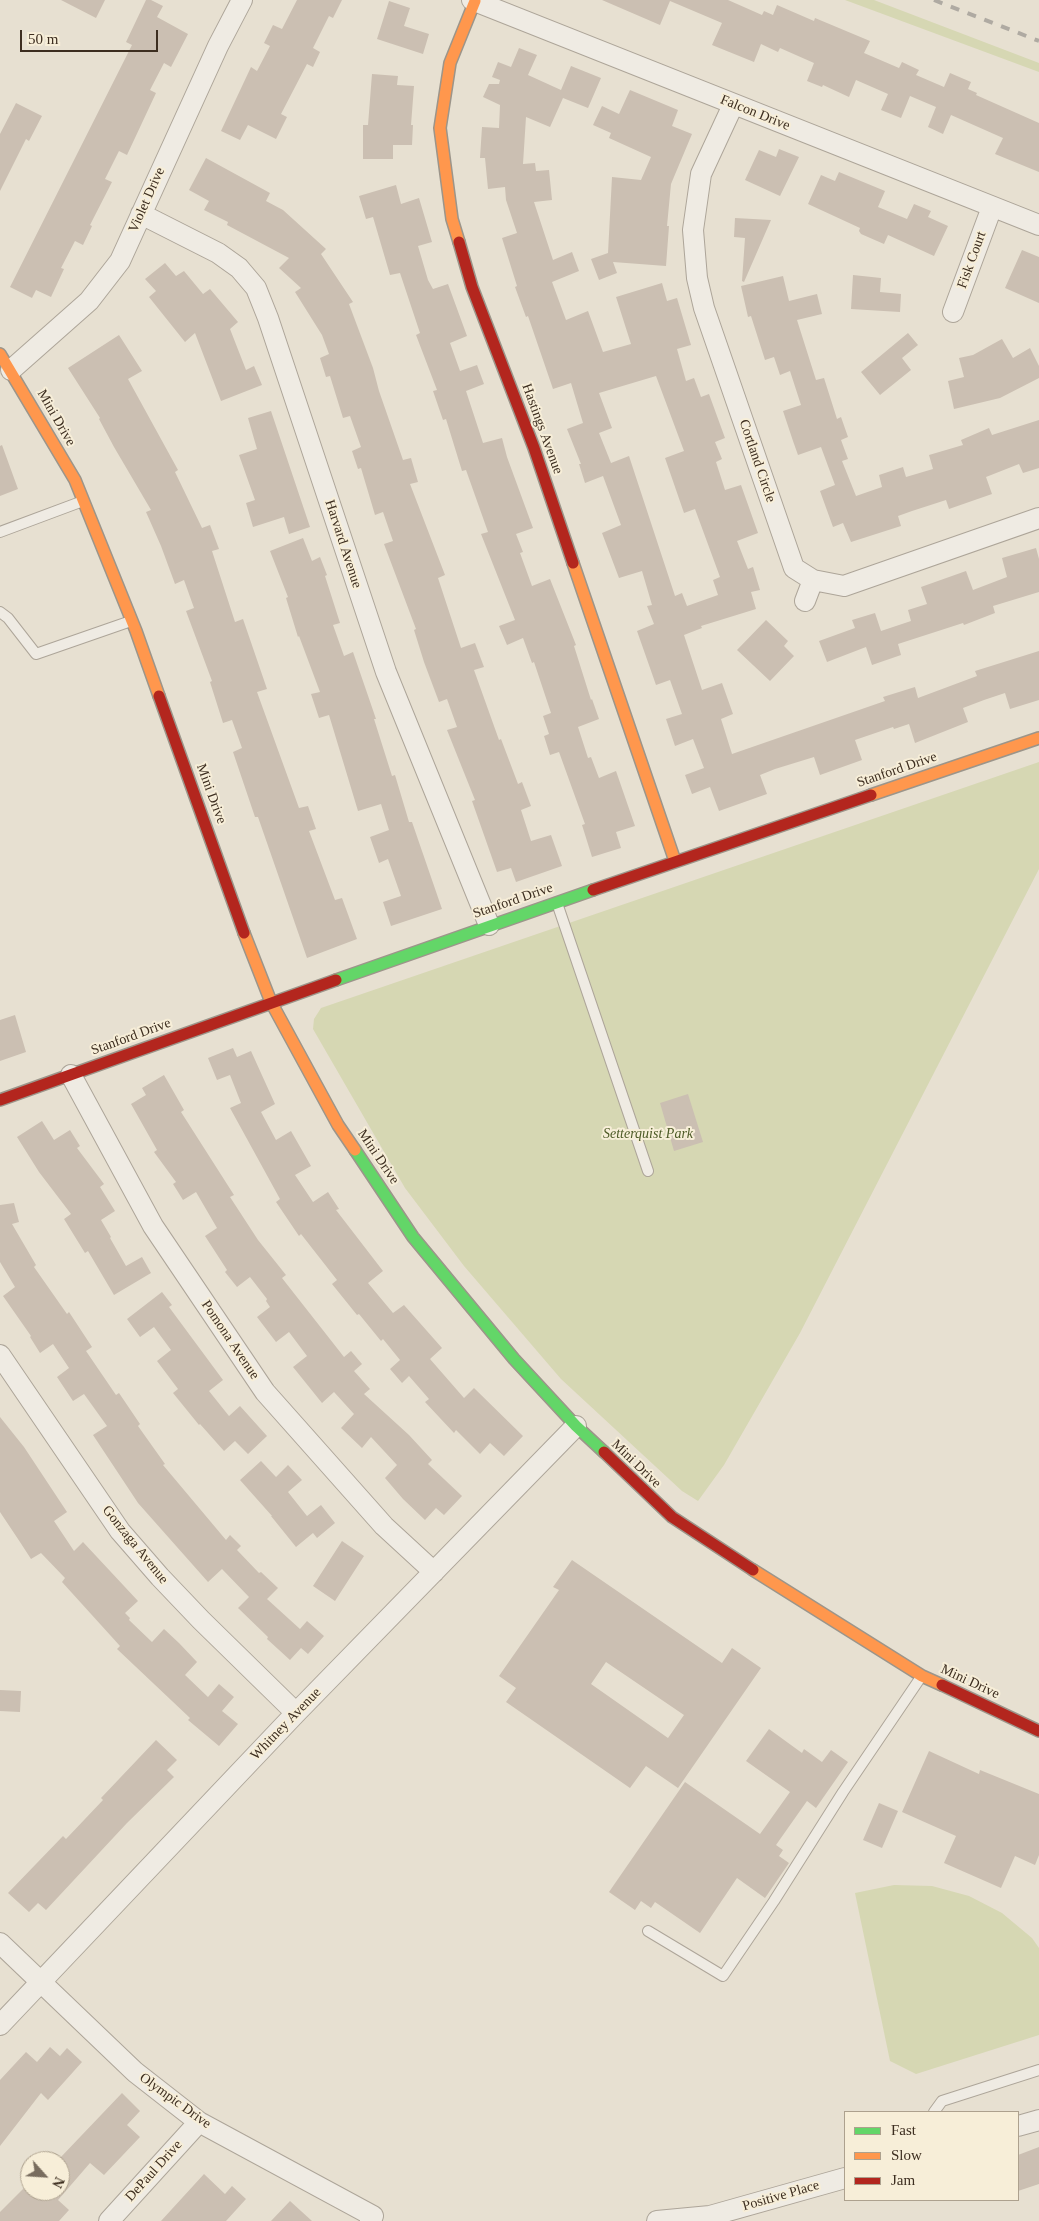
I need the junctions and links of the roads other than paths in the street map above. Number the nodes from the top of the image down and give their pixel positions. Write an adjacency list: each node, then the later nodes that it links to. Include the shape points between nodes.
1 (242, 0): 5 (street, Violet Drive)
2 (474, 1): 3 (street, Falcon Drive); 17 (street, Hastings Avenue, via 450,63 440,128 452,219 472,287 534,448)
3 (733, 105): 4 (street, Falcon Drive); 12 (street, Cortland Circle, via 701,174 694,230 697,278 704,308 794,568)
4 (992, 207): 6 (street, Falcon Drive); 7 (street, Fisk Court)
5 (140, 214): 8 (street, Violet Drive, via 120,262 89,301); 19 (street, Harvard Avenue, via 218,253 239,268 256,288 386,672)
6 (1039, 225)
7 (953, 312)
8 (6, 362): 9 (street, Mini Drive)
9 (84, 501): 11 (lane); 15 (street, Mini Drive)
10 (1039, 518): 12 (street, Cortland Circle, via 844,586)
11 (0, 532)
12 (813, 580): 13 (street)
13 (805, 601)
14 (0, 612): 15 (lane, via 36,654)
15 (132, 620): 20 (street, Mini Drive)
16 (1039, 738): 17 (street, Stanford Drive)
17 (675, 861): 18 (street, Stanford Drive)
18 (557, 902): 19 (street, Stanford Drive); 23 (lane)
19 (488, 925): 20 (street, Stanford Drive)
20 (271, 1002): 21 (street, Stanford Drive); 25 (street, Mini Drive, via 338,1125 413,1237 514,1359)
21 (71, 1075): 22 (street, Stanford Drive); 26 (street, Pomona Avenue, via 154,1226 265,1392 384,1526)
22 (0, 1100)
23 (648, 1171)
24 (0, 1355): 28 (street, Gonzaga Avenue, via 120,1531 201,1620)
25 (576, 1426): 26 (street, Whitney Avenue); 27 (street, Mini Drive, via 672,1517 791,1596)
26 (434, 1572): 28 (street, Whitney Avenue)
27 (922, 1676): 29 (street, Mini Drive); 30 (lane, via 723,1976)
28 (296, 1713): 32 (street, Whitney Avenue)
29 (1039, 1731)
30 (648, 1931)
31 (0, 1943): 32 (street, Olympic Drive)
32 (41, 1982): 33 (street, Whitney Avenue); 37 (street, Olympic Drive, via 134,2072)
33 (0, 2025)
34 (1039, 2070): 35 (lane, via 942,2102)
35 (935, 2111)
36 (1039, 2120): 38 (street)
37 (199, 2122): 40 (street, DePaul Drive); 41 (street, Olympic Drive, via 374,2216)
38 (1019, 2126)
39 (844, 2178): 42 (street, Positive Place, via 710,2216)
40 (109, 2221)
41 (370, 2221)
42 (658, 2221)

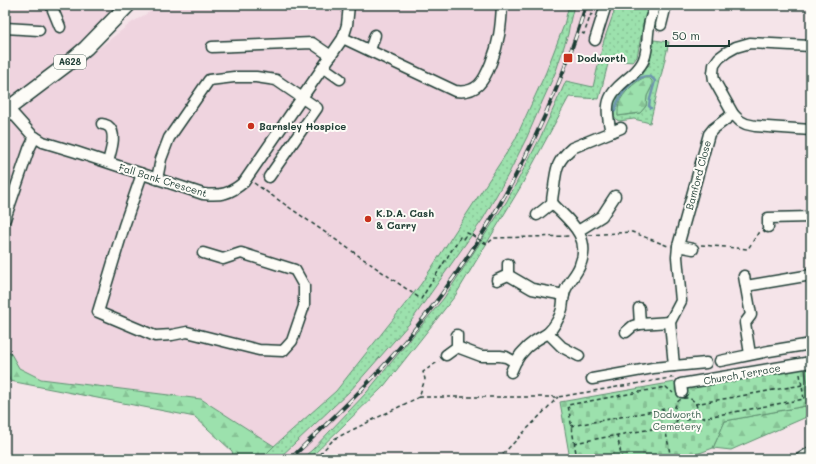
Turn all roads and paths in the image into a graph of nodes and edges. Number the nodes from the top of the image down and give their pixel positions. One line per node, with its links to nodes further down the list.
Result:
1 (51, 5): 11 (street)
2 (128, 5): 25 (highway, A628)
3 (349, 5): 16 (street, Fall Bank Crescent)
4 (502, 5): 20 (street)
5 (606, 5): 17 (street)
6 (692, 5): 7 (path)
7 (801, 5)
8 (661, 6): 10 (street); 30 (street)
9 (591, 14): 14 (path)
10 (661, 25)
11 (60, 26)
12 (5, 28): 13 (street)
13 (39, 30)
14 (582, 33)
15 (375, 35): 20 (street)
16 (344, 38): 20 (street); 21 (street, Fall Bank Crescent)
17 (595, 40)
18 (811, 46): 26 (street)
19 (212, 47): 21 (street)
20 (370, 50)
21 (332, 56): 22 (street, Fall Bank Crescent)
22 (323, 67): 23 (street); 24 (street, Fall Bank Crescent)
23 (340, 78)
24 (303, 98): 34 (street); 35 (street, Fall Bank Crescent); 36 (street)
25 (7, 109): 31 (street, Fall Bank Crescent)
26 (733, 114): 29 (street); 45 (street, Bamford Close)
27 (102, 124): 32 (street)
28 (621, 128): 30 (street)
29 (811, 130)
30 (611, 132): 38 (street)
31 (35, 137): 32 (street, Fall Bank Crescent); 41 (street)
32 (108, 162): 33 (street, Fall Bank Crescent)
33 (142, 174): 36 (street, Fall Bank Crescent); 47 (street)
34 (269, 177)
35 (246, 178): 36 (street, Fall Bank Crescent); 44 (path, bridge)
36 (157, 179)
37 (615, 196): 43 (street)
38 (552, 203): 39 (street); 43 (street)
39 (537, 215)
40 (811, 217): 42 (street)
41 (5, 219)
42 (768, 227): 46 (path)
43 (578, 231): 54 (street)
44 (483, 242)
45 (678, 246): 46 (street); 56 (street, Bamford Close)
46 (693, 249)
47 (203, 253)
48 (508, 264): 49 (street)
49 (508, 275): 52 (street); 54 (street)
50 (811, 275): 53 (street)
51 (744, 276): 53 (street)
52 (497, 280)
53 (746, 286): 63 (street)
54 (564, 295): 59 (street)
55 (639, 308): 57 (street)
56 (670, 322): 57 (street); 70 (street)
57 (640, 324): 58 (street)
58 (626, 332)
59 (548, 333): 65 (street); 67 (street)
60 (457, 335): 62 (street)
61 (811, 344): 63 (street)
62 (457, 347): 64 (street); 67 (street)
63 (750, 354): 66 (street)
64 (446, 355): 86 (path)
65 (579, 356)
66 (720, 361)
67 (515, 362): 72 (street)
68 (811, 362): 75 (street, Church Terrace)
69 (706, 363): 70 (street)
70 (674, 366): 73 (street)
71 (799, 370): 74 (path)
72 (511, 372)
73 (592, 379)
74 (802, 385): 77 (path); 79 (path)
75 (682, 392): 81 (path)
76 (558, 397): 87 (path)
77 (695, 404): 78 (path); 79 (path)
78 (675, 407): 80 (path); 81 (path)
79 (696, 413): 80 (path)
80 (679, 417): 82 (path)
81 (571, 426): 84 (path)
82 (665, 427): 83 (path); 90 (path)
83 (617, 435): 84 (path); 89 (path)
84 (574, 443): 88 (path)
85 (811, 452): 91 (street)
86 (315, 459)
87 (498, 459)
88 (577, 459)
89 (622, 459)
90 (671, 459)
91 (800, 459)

_ _ _ _ _

With the pictures removed, set down every line of the listing above exactly.

> **Exercise response**
I need the junctions and links of the roads other than paths in the street map above. Number the nodes from the top of the image down and give their pixel positions. Write an adjacency list: each node, then the later nodes that it links to. Include the shape points between nodes.
1 (242, 0): 5 (street, Violet Drive)
2 (474, 1): 3 (street, Falcon Drive); 17 (street, Hastings Avenue, via 450,63 440,128 452,219 472,287 534,448)
3 (733, 105): 4 (street, Falcon Drive); 12 (street, Cortland Circle, via 701,174 694,230 697,278 704,308 794,568)
4 (992, 207): 6 (street, Falcon Drive); 7 (street, Fisk Court)
5 (140, 214): 8 (street, Violet Drive, via 120,262 89,301); 19 (street, Harvard Avenue, via 218,253 239,268 256,288 386,672)
6 (1039, 225)
7 (953, 312)
8 (6, 362): 9 (street, Mini Drive)
9 (84, 501): 11 (lane); 15 (street, Mini Drive)
10 (1039, 518): 12 (street, Cortland Circle, via 844,586)
11 (0, 532)
12 (813, 580): 13 (street)
13 (805, 601)
14 (0, 612): 15 (lane, via 36,654)
15 (132, 620): 20 (street, Mini Drive)
16 (1039, 738): 17 (street, Stanford Drive)
17 (675, 861): 18 (street, Stanford Drive)
18 (557, 902): 19 (street, Stanford Drive); 23 (lane)
19 (488, 925): 20 (street, Stanford Drive)
20 (271, 1002): 21 (street, Stanford Drive); 25 (street, Mini Drive, via 338,1125 413,1237 514,1359)
21 (71, 1075): 22 (street, Stanford Drive); 26 (street, Pomona Avenue, via 154,1226 265,1392 384,1526)
22 (0, 1100)
23 (648, 1171)
24 (0, 1355): 28 (street, Gonzaga Avenue, via 120,1531 201,1620)
25 (576, 1426): 26 (street, Whitney Avenue); 27 (street, Mini Drive, via 672,1517 791,1596)
26 (434, 1572): 28 (street, Whitney Avenue)
27 (922, 1676): 29 (street, Mini Drive); 30 (lane, via 723,1976)
28 (296, 1713): 32 (street, Whitney Avenue)
29 (1039, 1731)
30 (648, 1931)
31 (0, 1943): 32 (street, Olympic Drive)
32 (41, 1982): 33 (street, Whitney Avenue); 37 (street, Olympic Drive, via 134,2072)
33 (0, 2025)
34 (1039, 2070): 35 (lane, via 942,2102)
35 (935, 2111)
36 (1039, 2120): 38 (street)
37 (199, 2122): 40 (street, DePaul Drive); 41 (street, Olympic Drive, via 374,2216)
38 (1019, 2126)
39 (844, 2178): 42 (street, Positive Place, via 710,2216)
40 (109, 2221)
41 (370, 2221)
42 (658, 2221)

Turn all roads and paths in the image into a graph of nodes and edges. Number the nodes from the top of the image down and give their pixel positions. One line per node, with its links to nodes further down the list.
Result:
1 (51, 5): 11 (street)
2 (128, 5): 25 (highway, A628)
3 (349, 5): 16 (street, Fall Bank Crescent)
4 (502, 5): 20 (street)
5 (606, 5): 17 (street)
6 (692, 5): 7 (path)
7 (801, 5)
8 (661, 6): 10 (street); 30 (street)
9 (591, 14): 14 (path)
10 (661, 25)
11 (60, 26)
12 (5, 28): 13 (street)
13 (39, 30)
14 (582, 33)
15 (375, 35): 20 (street)
16 (344, 38): 20 (street); 21 (street, Fall Bank Crescent)
17 (595, 40)
18 (811, 46): 26 (street)
19 (212, 47): 21 (street)
20 (370, 50)
21 (332, 56): 22 (street, Fall Bank Crescent)
22 (323, 67): 23 (street); 24 (street, Fall Bank Crescent)
23 (340, 78)
24 (303, 98): 34 (street); 35 (street, Fall Bank Crescent); 36 (street)
25 (7, 109): 31 (street, Fall Bank Crescent)
26 (733, 114): 29 (street); 45 (street, Bamford Close)
27 (102, 124): 32 (street)
28 (621, 128): 30 (street)
29 (811, 130)
30 (611, 132): 38 (street)
31 (35, 137): 32 (street, Fall Bank Crescent); 41 (street)
32 (108, 162): 33 (street, Fall Bank Crescent)
33 (142, 174): 36 (street, Fall Bank Crescent); 47 (street)
34 (269, 177)
35 (246, 178): 36 (street, Fall Bank Crescent); 44 (path, bridge)
36 (157, 179)
37 (615, 196): 43 (street)
38 (552, 203): 39 (street); 43 (street)
39 (537, 215)
40 (811, 217): 42 (street)
41 (5, 219)
42 (768, 227): 46 (path)
43 (578, 231): 54 (street)
44 (483, 242)
45 (678, 246): 46 (street); 56 (street, Bamford Close)
46 (693, 249)
47 (203, 253)
48 (508, 264): 49 (street)
49 (508, 275): 52 (street); 54 (street)
50 (811, 275): 53 (street)
51 (744, 276): 53 (street)
52 (497, 280)
53 (746, 286): 63 (street)
54 (564, 295): 59 (street)
55 (639, 308): 57 (street)
56 (670, 322): 57 (street); 70 (street)
57 (640, 324): 58 (street)
58 (626, 332)
59 (548, 333): 65 (street); 67 (street)
60 (457, 335): 62 (street)
61 (811, 344): 63 (street)
62 (457, 347): 64 (street); 67 (street)
63 (750, 354): 66 (street)
64 (446, 355): 86 (path)
65 (579, 356)
66 (720, 361)
67 (515, 362): 72 (street)
68 (811, 362): 75 (street, Church Terrace)
69 (706, 363): 70 (street)
70 (674, 366): 73 (street)
71 (799, 370): 74 (path)
72 (511, 372)
73 (592, 379)
74 (802, 385): 77 (path); 79 (path)
75 (682, 392): 81 (path)
76 (558, 397): 87 (path)
77 (695, 404): 78 (path); 79 (path)
78 (675, 407): 80 (path); 81 (path)
79 (696, 413): 80 (path)
80 (679, 417): 82 (path)
81 (571, 426): 84 (path)
82 (665, 427): 83 (path); 90 (path)
83 (617, 435): 84 (path); 89 (path)
84 (574, 443): 88 (path)
85 (811, 452): 91 (street)
86 (315, 459)
87 (498, 459)
88 (577, 459)
89 (622, 459)
90 (671, 459)
91 (800, 459)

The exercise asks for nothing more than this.